Так как руководство страны распорядилось, чтобы Совет по эвакуации «немедленно приступил к работе», Каганович собрал его членов прямо в день создания Совета[65]. Дубровин, заместитель наркома путей сообщения, позднее вспоминал, как после первого собрания они поспешно «разыскивали в архивах и библиотеках Москвы, в том числе в Государственной публичной библиотеке им.
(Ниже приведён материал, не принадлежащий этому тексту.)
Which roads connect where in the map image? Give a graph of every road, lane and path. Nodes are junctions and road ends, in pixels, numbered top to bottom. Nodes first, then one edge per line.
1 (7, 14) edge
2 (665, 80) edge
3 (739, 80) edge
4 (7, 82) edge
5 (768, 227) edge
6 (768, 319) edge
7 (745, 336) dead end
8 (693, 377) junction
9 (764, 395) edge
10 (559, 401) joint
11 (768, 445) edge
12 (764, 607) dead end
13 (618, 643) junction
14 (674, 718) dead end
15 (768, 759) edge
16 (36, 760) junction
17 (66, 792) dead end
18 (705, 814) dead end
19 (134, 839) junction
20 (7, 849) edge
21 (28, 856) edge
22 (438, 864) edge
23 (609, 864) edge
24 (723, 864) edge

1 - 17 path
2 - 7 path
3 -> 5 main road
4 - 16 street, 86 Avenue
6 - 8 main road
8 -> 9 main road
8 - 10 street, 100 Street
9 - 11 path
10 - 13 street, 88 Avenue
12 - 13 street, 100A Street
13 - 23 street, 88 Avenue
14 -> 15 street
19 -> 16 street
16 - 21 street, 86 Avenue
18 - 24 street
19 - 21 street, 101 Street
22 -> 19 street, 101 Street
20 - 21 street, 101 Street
В. И. Ленина, хотя бы отрывочные сведения об эвакуации во время Первой мировой войны, но найти почти ничего не удалось». «Опыт приобретался в ходе военных действий», – добавил он[66]. В первые дни своего существования Совет по эвакуации не уделял особого внимания вывозу промышленных предприятий, сосредоточившись на ценном имуществе в отдельных городах и районах прифронтовой полосы[67]. Учитывая, какой ужас и потери в скором времени ожидали страну, первые собрания Совета показывают, что его члены не отдавали себе отчета в том, какую масштабную задачу им предстоит решить.
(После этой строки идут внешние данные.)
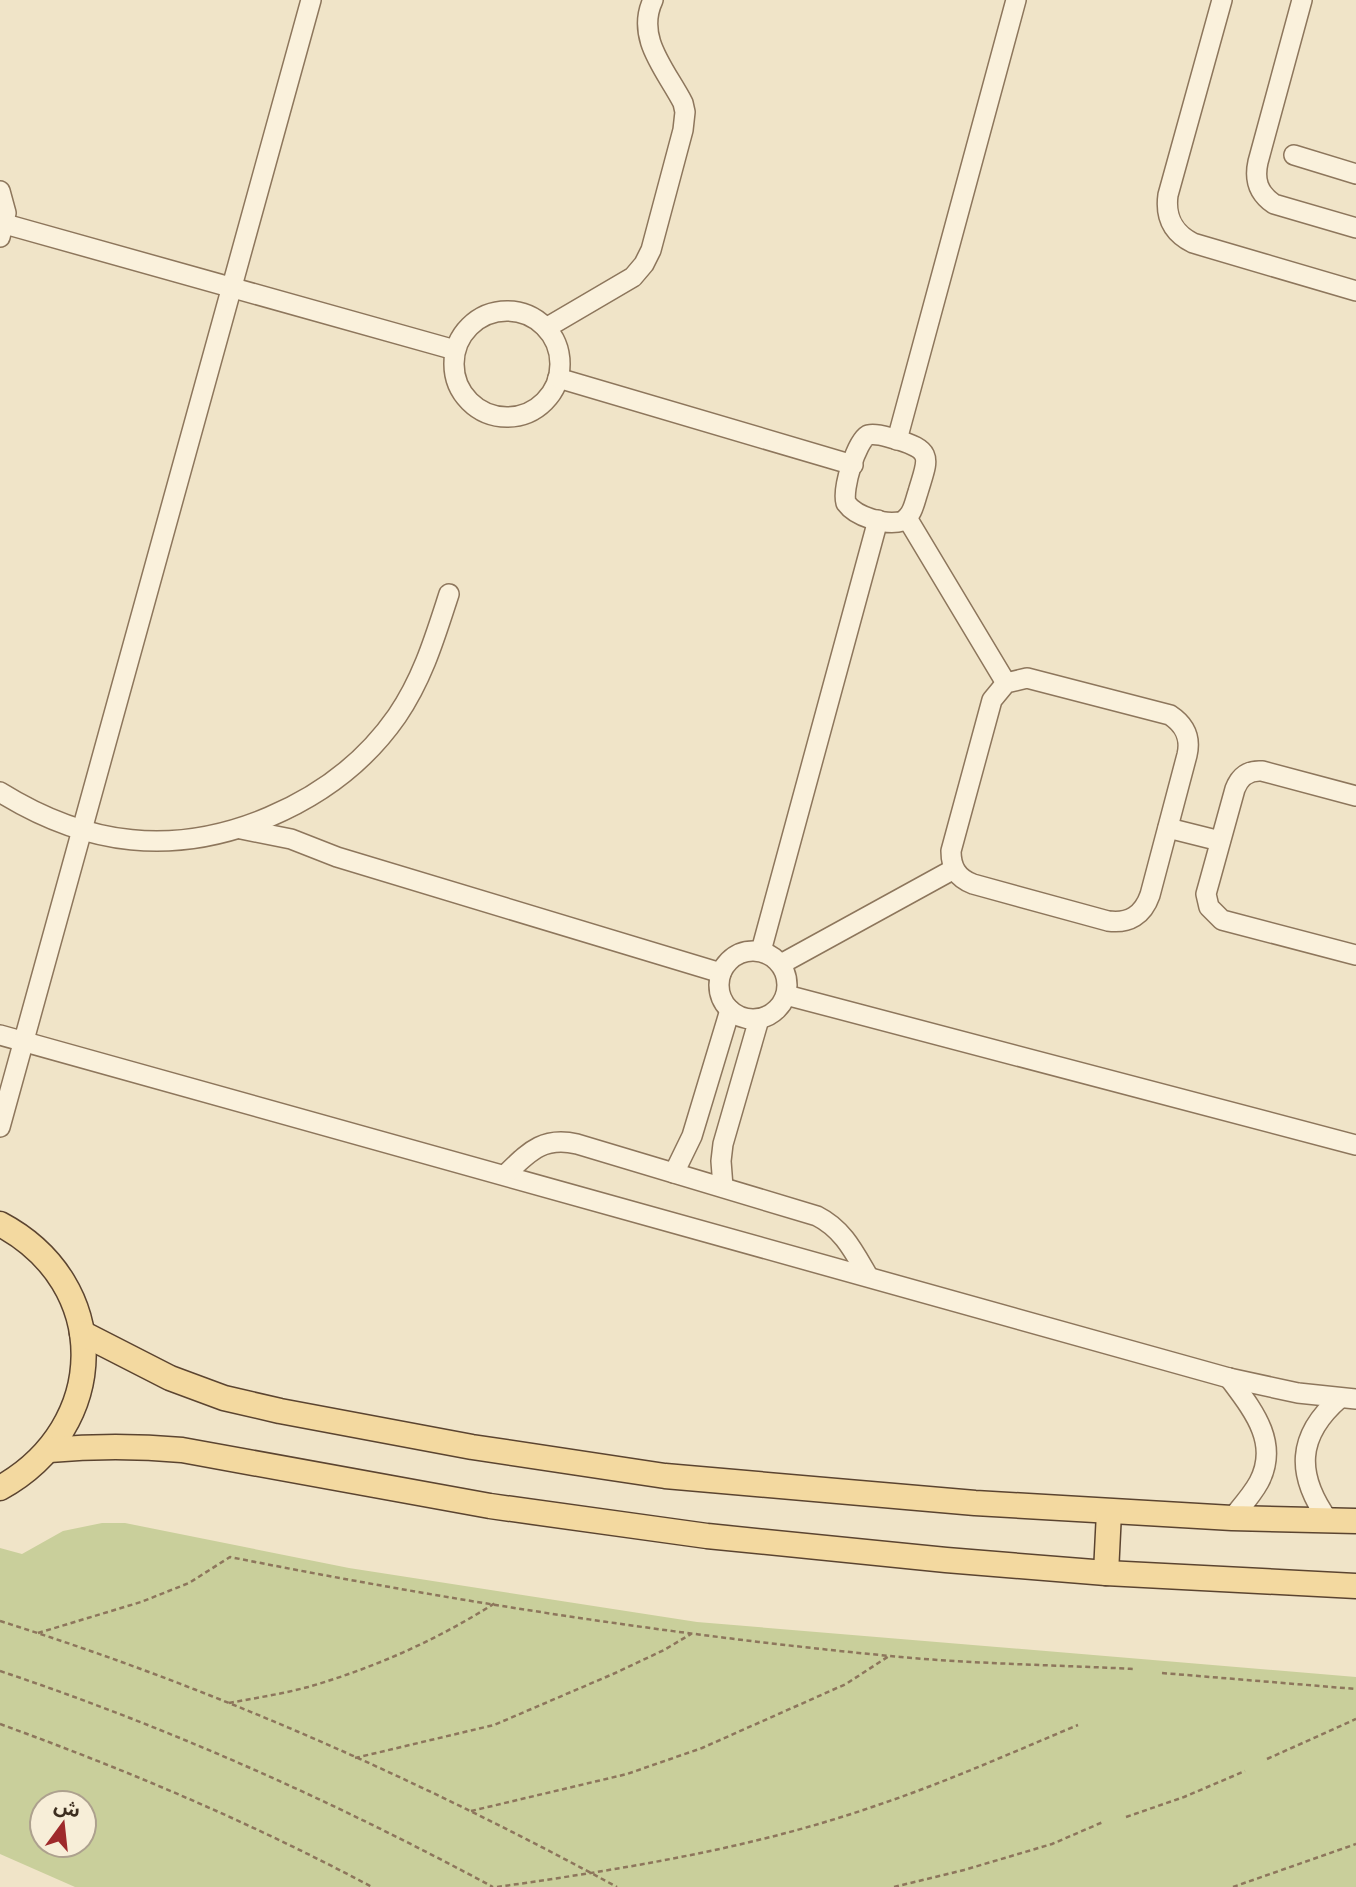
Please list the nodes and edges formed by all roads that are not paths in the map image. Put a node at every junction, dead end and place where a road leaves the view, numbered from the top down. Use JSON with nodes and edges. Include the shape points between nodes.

Эвакуация и выжженная земля
Поскольку Совет по эвакуации только начал функционировать, местная администрация в прифронтовых зонах отчаянно добивалась инструкций из Москвы. 27 и 29 июня ЦК и Совнарком выпустили два постановления, которыми теперь надлежало руководствоваться. Первое из них, помеченное «строго секретно», было разослано партийным работникам и членам местных советов в прифронтовых зонах. В нем, в отличие от газет, не дававших конкретных сведений о сокрушительных поражениях на фронте, признавалось, что страна стремительно теряет территории, а вместе с ними – ценные промышленные и сельскохозяйственные ресурсы. В постановлении, призывавшем следовать тактике «выжженной земли», говорилось: «Все ценное имущество, сырьевые и продовольственные запасы, хлеба на корню, которые, при невозможности вывоза и оставлении на месте, могут быть использованы противником, в целях предотвращения этого использования, – распоряжением Военных Советов фронтов должны быть немедленно приведены в полную негодность, т. е. должны быть разрушены, уничтожены и сожжены»[68]. Учитывая «сложную» ситуацию на фронте, советское руководство понимало, что Совет по эвакуации может не успеть принять меры. Оно выделило четыре категории, подлежавшие эвакуации в первую очередь: промышленное оборудование, сырье, продовольствие и государственные ценности; квалифицированные рабочие, инженеры и служащие вместе с предприятиями; молодежь призывного возраста; ответственные советские и партийные работники.